Plus globalement et pour conclure sur les véganes, je trouve cocasse de trouver “responsables” les gens qui construisent leur maisons avec des panneaux solaires sur le toit, les gens qui recyclent leurs déchets, les gens qui font attention à leur consommation d’eau, alors que chacun de ces gestes a un impact ridicule sur l’environnement (bon, il faut le faire, et si nous sommes 67 millions à le faire, ça devient tout de suite moins ridicule). Mais pour poser la comparaison qui fâche, les chiffres sont implacables : une personne qui arrête de consommer des produits animaux a un impact beaucoup plus fort sur l’environnement qu’une personne qui recycle ses déchets ou ne laisse pas couler l’eau de sa douche.

La comparaison est en partie de mauvaise foi, bien sûr, puisqu’il faut savoir de quel impact l’on parle (empreinte carbone, conso d’eau potable, pollution chimique, etc.). En plus, ce n’est pas parce qu’une personne arrête sa consommation que la production s’arrête ! Mais si l’on met tout dans le même sac et sans échelle d’importance, oui, techniquement, manger un steak c’est comme laisser couler l’eau de sa douche pendant des heures et jeter son eau de javel dans l’herbe d’un parc régional protégé. Ce n’est la “faute” de personne, ni des éleveurs, ni des consommateurs : c’est un fait, c’est le prix à payer pour manger un steak issu de l’élevage, industriel ou artisanal. Nous sommes 67 millions à le faire rien qu’en France, alors que faire ? Peut-on produire de la viande différemment ? Doit-on en produire ?

Quelle transition industrielle et quelle transition énergétique pour accompagner la transition alimentaire ? Pour des raisons économiques et écologiques, il faut répondre à ces questions avec toutes les personnes impliquées.

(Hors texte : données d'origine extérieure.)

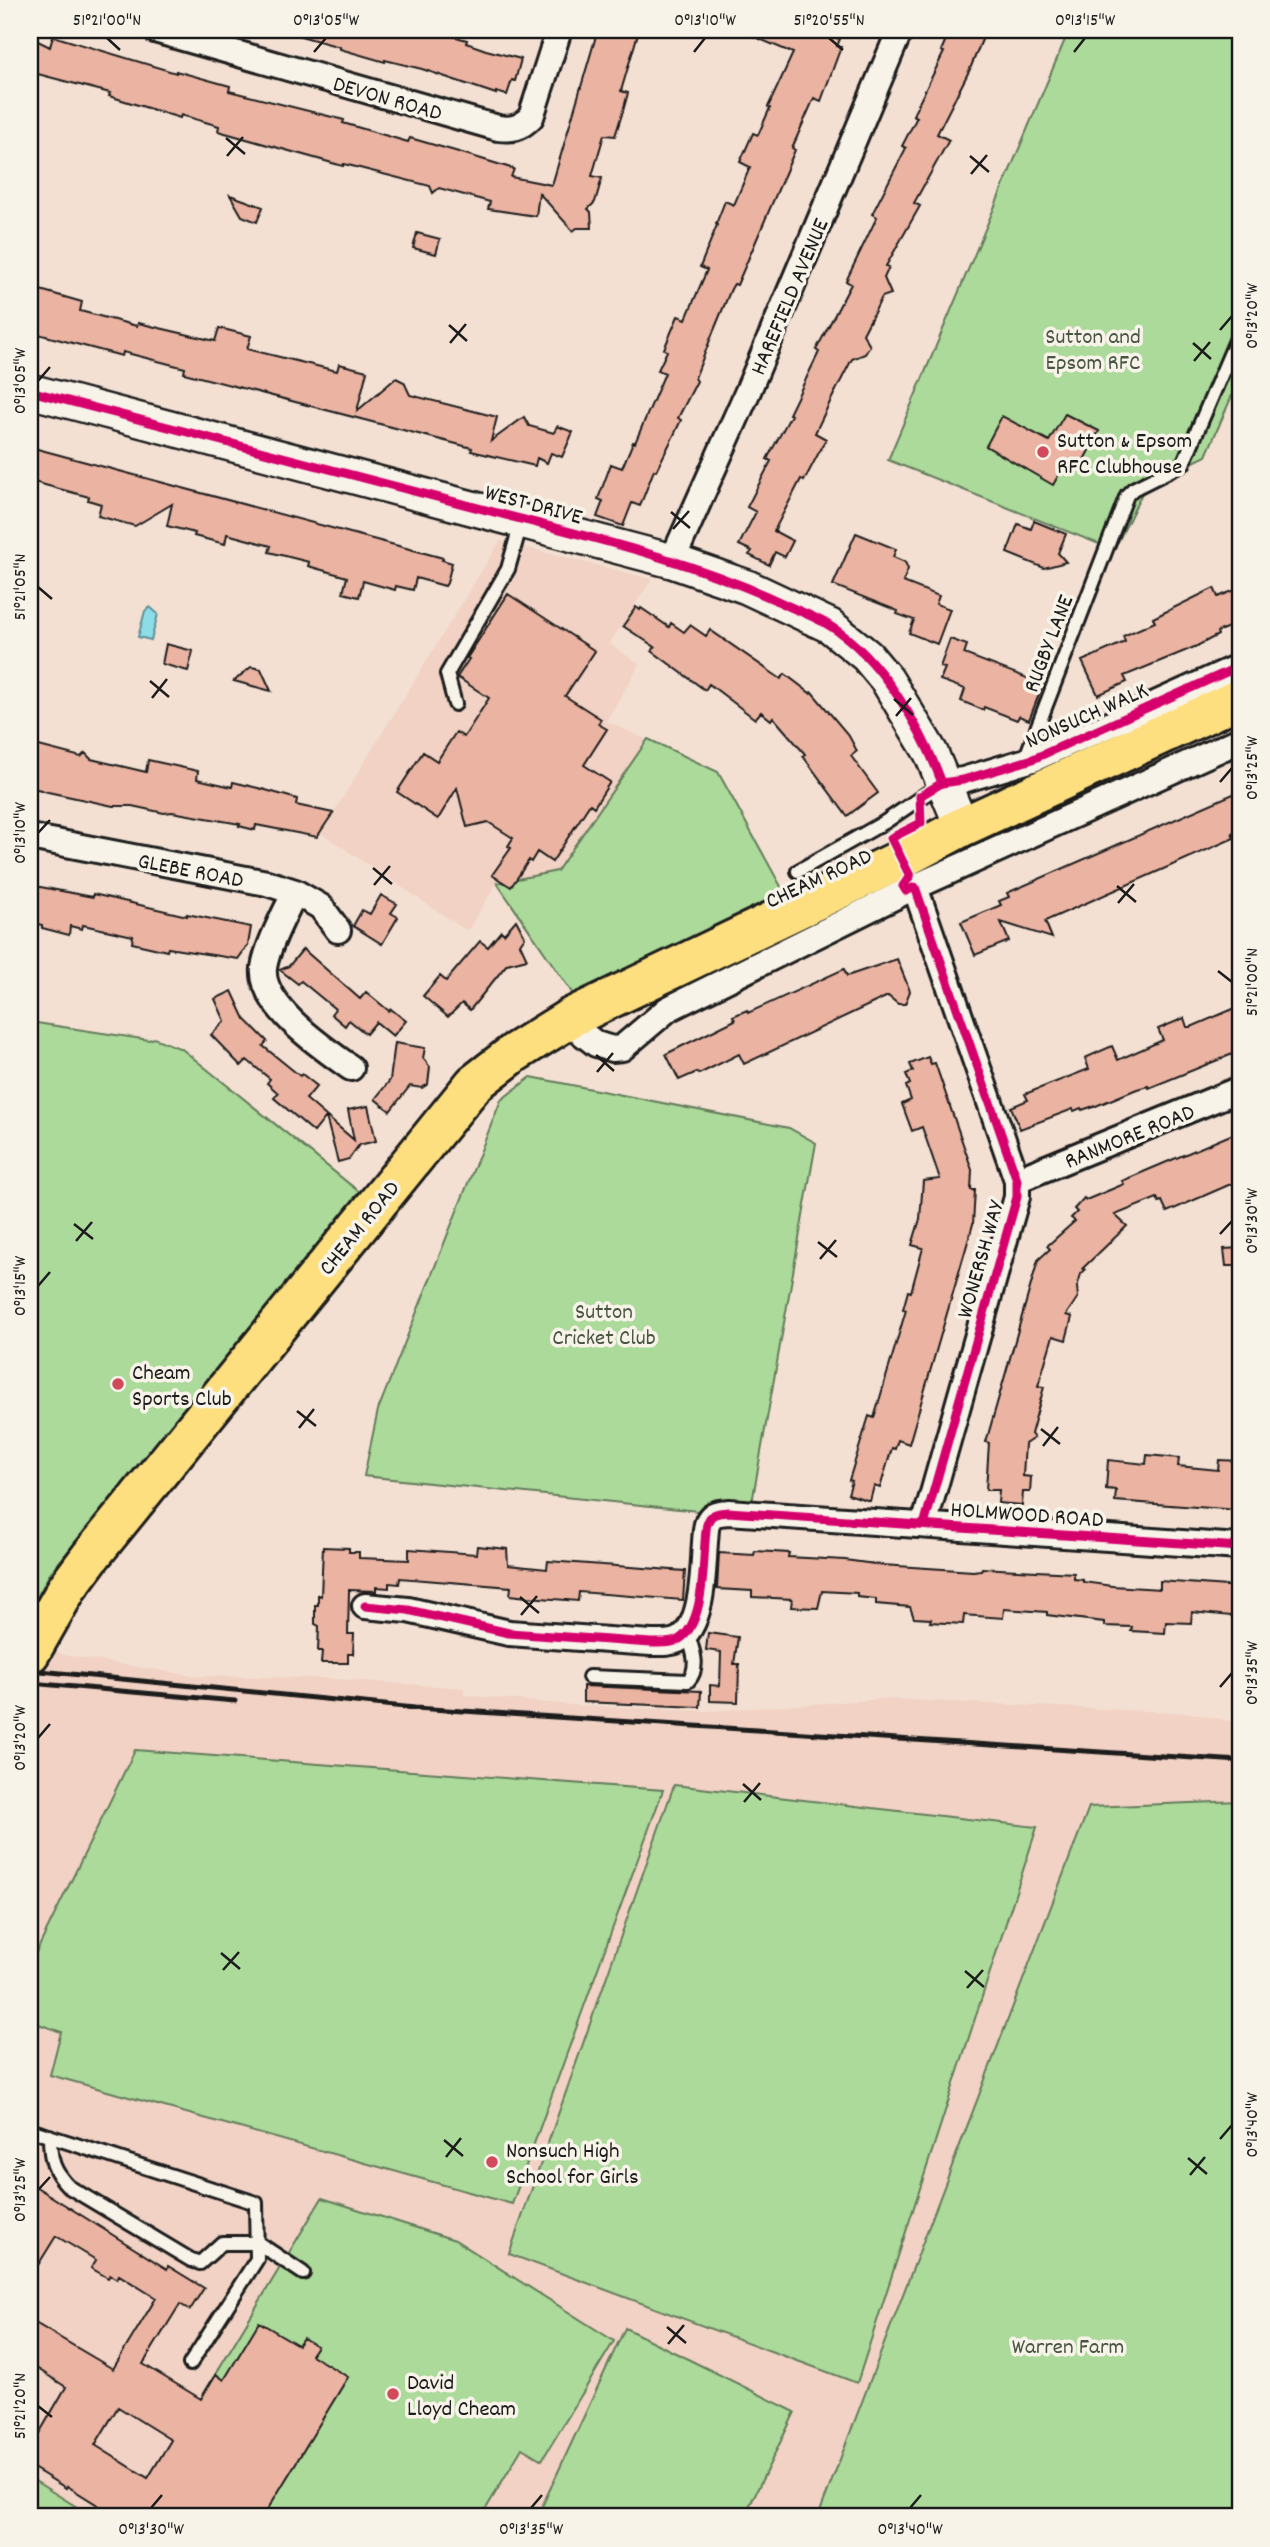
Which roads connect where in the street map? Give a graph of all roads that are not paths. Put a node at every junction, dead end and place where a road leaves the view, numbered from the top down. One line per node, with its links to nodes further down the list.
1 (155, 30): 2 (street, DEVON ROAD)
2 (559, 30)
3 (901, 30): 7 (street, HAREFIELD AVENUE)
4 (1240, 331): 12 (lane, RUGBY LANE)
5 (30, 391): 6 (street, WEST DRIVE)
6 (522, 519): 7 (street, WEST DRIVE); 10 (lane)
7 (672, 561): 13 (street, WEST DRIVE)
8 (1240, 666): 12 (street, NONSUCH WALK)
9 (1240, 698): 14 (highway, CHEAM ROAD)
10 (455, 704)
11 (1240, 740): 17 (street)
12 (1024, 762): 13 (street, NONSUCH WALK)
13 (942, 783): 14 (street, WEST DRIVE); 16 (lane)
14 (962, 827): 20 (highway, CHEAM ROAD)
15 (30, 838): 18 (street, GLEBE ROAD)
16 (798, 871)
17 (915, 887): 20 (street); 23 (street, WONERSH WAY)
18 (295, 892): 19 (street, GLEBE ROAD); 21 (street)
19 (338, 930)
20 (572, 1017): 28 (highway, CHEAM ROAD)
21 (351, 1068)
22 (1240, 1089): 23 (street, RANMORE ROAD)
23 (1017, 1181): 24 (street, WONERSH WAY)
24 (924, 1525): 25 (street, HOLMWOOD ROAD); 27 (street, HOLMWOOD ROAD)
25 (1240, 1548)
26 (365, 1606): 27 (street)
27 (687, 1632): 29 (lane)
28 (34, 1644)
29 (589, 1676)
30 (30, 2130): 31 (lane)
31 (50, 2136): 32 (lane); 32 (lane)
32 (258, 2244): 33 (lane); 34 (lane)
33 (303, 2273)
34 (190, 2364)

(PS : On s’agacera sans doute du fait qu’à aucun moment je ne cite la question de la souffrance animale, surtout si l’on est végane pour cette raison précise. Je n’y suis pas insensible, mais je l’évite pour ne pas enterrer le débat. La souffrance animale, c’est “l’argument chaton” : comment la nier ? Comment la mettre de côté sans passer pour un sauvage ? Elle est là, clairement, cette souffrance. Mais fonder un débat profondément émotionnel (le rapport à la nourriture) sur un argument émotionnel (la souffrance animale) ne fonctionne pas. On le constate tous les jours. Je comprends totalement les véganes ET non véganes qui trouvent atroce ce que l’on fait subir au bétail. Mais changer la vision culturellement “objectifiée” que la plupart des gens ont sur les animaux non-humains est hélas une tâche de longue haleine, trop longue par rapport à l’urgence écologique de la situation. Donc si j’ai bien cet aspect du débat en tête, j’évite soigneusement de le traiter, pour que le débat puisse justement évoluer et atteindre le même objectif, par une autre voie moins émotionnelle : faire réfléchir les gens sur le sujet de la transition alimentaire dans le cadre de la transition écologique).